GAMAS Kecam Pengerudukan Rumah Wartawan di Kuningan: “Jangan Biarkan Premanisme Berkedok Ormas Tumbuh Subur” 1KUNINGAN, kabarSBI.com – Gerakan Anti Maksiat (GAMAS) Kabupaten Kuningan mengecam keras aksi pengerudukan rumah seorang wartawan, Dadan Sudrajat, yang dilakukan oleh sekelompok massa dengan mengatasnamakan organisasi kemasyarakatan (ormas). Tindakan tersebut dinilai bukan lagi bentuk penyampaian aspirasi, melainkan sudah mengarah pada intimidasi dan teror terhadap kebebasan warga negara, Kamis 28/5/2026.

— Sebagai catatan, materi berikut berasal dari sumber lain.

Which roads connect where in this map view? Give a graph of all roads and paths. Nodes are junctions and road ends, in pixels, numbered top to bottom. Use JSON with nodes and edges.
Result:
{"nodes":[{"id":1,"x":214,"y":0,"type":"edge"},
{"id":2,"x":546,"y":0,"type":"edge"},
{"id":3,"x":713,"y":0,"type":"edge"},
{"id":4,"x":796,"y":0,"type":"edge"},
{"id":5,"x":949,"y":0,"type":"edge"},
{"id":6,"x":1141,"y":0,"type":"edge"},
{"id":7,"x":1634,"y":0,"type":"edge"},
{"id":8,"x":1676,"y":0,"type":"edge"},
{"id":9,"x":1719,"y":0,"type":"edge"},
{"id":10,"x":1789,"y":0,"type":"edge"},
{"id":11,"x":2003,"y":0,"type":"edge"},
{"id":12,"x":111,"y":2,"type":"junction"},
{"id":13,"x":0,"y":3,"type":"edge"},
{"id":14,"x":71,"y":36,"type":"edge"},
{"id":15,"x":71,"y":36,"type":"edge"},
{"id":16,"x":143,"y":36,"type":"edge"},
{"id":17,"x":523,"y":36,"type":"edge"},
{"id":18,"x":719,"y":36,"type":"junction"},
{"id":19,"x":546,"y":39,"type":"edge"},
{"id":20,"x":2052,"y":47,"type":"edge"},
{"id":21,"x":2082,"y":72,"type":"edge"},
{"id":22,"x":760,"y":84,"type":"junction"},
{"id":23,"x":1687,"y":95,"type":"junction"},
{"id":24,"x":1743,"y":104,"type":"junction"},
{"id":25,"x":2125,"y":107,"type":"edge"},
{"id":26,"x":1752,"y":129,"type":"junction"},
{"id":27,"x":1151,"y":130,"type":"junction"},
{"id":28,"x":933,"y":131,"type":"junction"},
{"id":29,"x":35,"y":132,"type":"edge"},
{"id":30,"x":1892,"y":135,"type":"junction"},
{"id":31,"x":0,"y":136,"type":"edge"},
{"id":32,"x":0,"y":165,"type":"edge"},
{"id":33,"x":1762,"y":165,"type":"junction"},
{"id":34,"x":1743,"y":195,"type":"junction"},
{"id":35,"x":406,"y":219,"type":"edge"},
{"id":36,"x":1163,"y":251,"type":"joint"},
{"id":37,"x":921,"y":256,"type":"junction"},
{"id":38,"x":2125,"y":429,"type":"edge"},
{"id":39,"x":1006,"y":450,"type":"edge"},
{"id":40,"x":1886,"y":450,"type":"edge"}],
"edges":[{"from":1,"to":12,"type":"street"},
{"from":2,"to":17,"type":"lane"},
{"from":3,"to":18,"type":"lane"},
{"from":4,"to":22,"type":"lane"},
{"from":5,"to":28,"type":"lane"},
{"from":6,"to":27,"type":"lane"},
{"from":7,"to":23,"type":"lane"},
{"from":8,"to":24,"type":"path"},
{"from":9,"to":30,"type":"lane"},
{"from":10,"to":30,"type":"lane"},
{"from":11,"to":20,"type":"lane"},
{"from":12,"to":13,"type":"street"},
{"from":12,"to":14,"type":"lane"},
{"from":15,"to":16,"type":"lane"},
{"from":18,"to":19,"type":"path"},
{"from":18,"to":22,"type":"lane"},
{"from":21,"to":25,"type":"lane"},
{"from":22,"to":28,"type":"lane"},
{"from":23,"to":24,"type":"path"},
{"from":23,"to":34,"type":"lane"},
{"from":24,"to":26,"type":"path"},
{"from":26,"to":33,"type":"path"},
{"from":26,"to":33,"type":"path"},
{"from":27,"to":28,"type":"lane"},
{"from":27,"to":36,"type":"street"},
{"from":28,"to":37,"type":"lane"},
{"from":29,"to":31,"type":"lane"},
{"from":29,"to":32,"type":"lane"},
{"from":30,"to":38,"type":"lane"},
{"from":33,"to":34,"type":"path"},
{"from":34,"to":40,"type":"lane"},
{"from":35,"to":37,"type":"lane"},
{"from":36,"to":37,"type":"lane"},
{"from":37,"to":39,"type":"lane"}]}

Ketua GAMAS Kabupaten Kuningan, Ustadz Iing Sholihin, menilai bahwa sekelompok orang yang mendatangi kediaman wartawan tersebut lebih pantas disebut gerombolan ketimbang tamu yang beretika. Kedatangan mereka yang disertai ucapan kasar, tekanan verbal, serta nada ancaman dinilai berpotensi kuat memancing konflik dan keresahan di tengah masyarakat.

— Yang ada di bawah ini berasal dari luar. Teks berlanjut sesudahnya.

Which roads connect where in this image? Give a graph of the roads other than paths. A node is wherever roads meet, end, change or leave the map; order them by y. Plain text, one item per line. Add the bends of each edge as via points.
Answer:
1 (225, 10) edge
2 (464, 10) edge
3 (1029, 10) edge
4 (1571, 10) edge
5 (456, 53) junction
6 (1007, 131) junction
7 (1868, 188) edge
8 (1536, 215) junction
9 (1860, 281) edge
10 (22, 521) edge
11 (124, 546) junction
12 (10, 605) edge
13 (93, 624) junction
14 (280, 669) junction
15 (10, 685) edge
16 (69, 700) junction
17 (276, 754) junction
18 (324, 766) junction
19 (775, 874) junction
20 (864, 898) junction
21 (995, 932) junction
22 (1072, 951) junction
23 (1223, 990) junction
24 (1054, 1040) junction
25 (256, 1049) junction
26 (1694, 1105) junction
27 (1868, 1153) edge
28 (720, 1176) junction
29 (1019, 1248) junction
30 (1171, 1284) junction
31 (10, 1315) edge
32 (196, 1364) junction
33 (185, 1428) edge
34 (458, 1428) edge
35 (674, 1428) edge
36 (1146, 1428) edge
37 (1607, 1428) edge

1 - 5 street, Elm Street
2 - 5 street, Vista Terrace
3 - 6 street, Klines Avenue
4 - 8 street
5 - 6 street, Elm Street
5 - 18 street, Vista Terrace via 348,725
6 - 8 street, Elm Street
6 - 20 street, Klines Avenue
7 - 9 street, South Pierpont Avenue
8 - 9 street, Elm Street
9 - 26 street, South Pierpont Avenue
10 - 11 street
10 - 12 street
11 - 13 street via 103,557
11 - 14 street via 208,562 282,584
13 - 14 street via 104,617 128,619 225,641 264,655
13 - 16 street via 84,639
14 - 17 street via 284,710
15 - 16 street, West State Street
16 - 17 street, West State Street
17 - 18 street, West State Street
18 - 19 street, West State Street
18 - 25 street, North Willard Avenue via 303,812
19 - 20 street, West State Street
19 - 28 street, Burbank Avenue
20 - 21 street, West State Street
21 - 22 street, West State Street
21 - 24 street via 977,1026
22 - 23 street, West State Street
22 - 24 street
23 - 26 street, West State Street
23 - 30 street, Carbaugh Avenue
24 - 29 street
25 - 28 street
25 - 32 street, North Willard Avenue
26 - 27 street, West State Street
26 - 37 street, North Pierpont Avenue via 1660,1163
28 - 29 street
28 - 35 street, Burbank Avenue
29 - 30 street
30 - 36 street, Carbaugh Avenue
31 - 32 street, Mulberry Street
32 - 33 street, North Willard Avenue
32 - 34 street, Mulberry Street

“Kalau memang merasa dirugikan oleh pemberitaan, negara ini punya mekanisme hukum. Ada hak jawab, ada Dewan Pers, ada jalur pengadilan. Bukan malah datang bergerombol ke rumah orang seperti hendak menghakimi. Ini cara-cara yang mencederai hukum dan demokrasi,” tegas Ustadz Iing dalam pernyataan resminya.

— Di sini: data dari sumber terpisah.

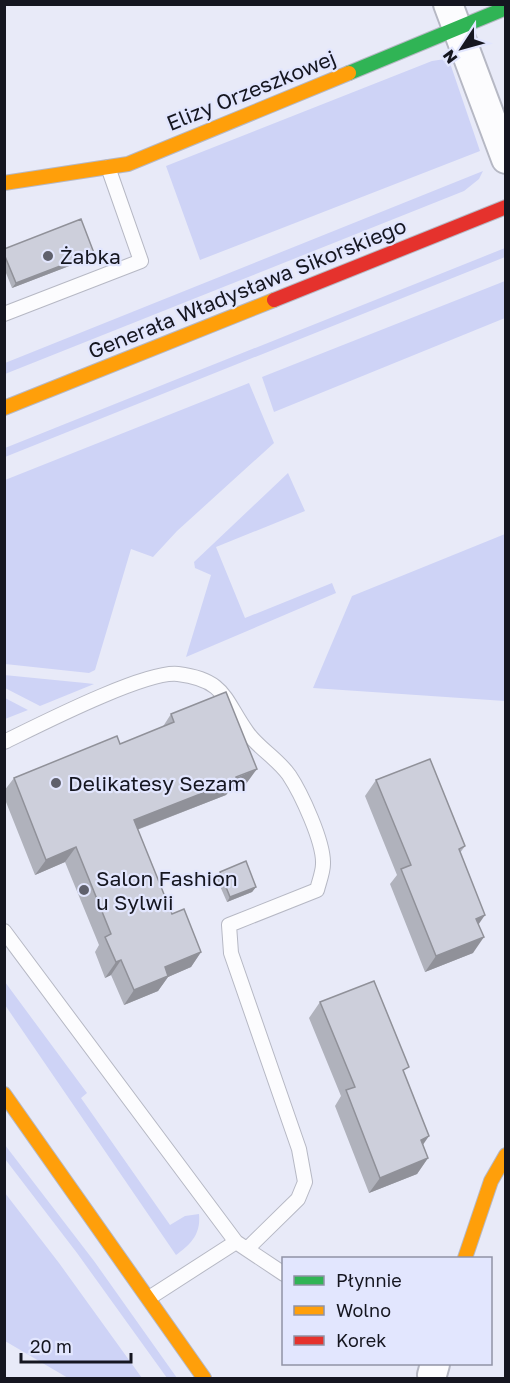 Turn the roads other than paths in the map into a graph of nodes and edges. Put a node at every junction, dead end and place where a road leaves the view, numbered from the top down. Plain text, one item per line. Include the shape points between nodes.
1 (506, 8) edge
2 (453, 16) edge
3 (506, 159) edge
4 (108, 167) junction
5 (4, 183) edge
6 (506, 207) edge
7 (4, 314) edge
8 (4, 408) edge
9 (4, 742) edge
10 (4, 931) edge
11 (4, 1095) edge
12 (506, 1155) edge
13 (241, 1245) junction
14 (465, 1257) edge
15 (282, 1273) edge
16 (149, 1298) junction
17 (204, 1378) edge

1 - 2 street, Elizy Orzeszkowej
2 - 3 street
2 - 4 street, Elizy Orzeszkowej via 128,164
4 - 5 street, Elizy Orzeszkowej
4 - 7 lane via 141,261
6 - 8 street, Generała Władysława Sikorskiego
9 - 13 lane via 140,682 176,674 210,682 224,694 247,734 288,774 294,785 321,845 323,864 317,890 229,925 231,953 299,1149 305,1182 298,1199
10 - 13 lane
11 - 16 street
12 - 14 street via 487,1189
13 - 15 lane
13 - 16 lane
16 - 17 street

Kritik Terhadap Mentalitas Premanisme

Ustadz Iing juga mempertanyakan mentalitas pihak-pihak yang membawa nama organisasi namun bertindak layaknya preman jalanan. Menurutnya, tindakan arogan seperti itu justru memperburuk citra organisasi masyarakat di mata publik karena menggunakan tekanan massa untuk menakut-nakuti seseorang.

Ia menegaskan, pengerudukan rumah pribadi seorang jurnalis merupakan preseden buruk yang tidak boleh dianggap sepele. Jika dibiarkan tanpa tindakan tegas, budaya intimidasi terhadap insan pers dan masyarakat kritis akan semakin tumbuh subur di Kabupaten Kuningan.

“Jangan sampai Kuningan dipenuhi praktik premanisme berkedok ormas. Hari ini wartawan didatangi ramai-ramai, besok bisa aktivis, ulama, atau masyarakat biasa yang berbeda pendapat ikut menjadi korban intimidasi,” ujarnya memperingatkan.

Desak Kepolisian Bertindak Tegas

Menyikapi situasi ini, GAMAS Kabupaten Kuningan mendesak aparat kepolisian untuk bertindak cepat, tegas, dan profesional dalam menangani laporan terkait insiden tersebut. Ustadz Iing meminta agar tidak ada pembiaran terhadap aksi-aksi yang mengarah pada ancaman dan tekanan massa.

Langkah tegas dari kepolisian dinilai sangat krusial karena sejalan dengan semangat penegakan hukum yang digaungkan pemerintah serta instruksi Kapolri dalam memberantas segala bentuk premanisme.

Sebagai penutup, GAMAS mengingatkan bahwa kebebasan pers dan rasa aman setiap warga negara harus dijaga sepenuhnya. Negara tidak boleh kalah oleh kelompok-kelompok yang mencoba membangun ketakutan di masyarakat melalui aksi massa dan intimidasi verbal.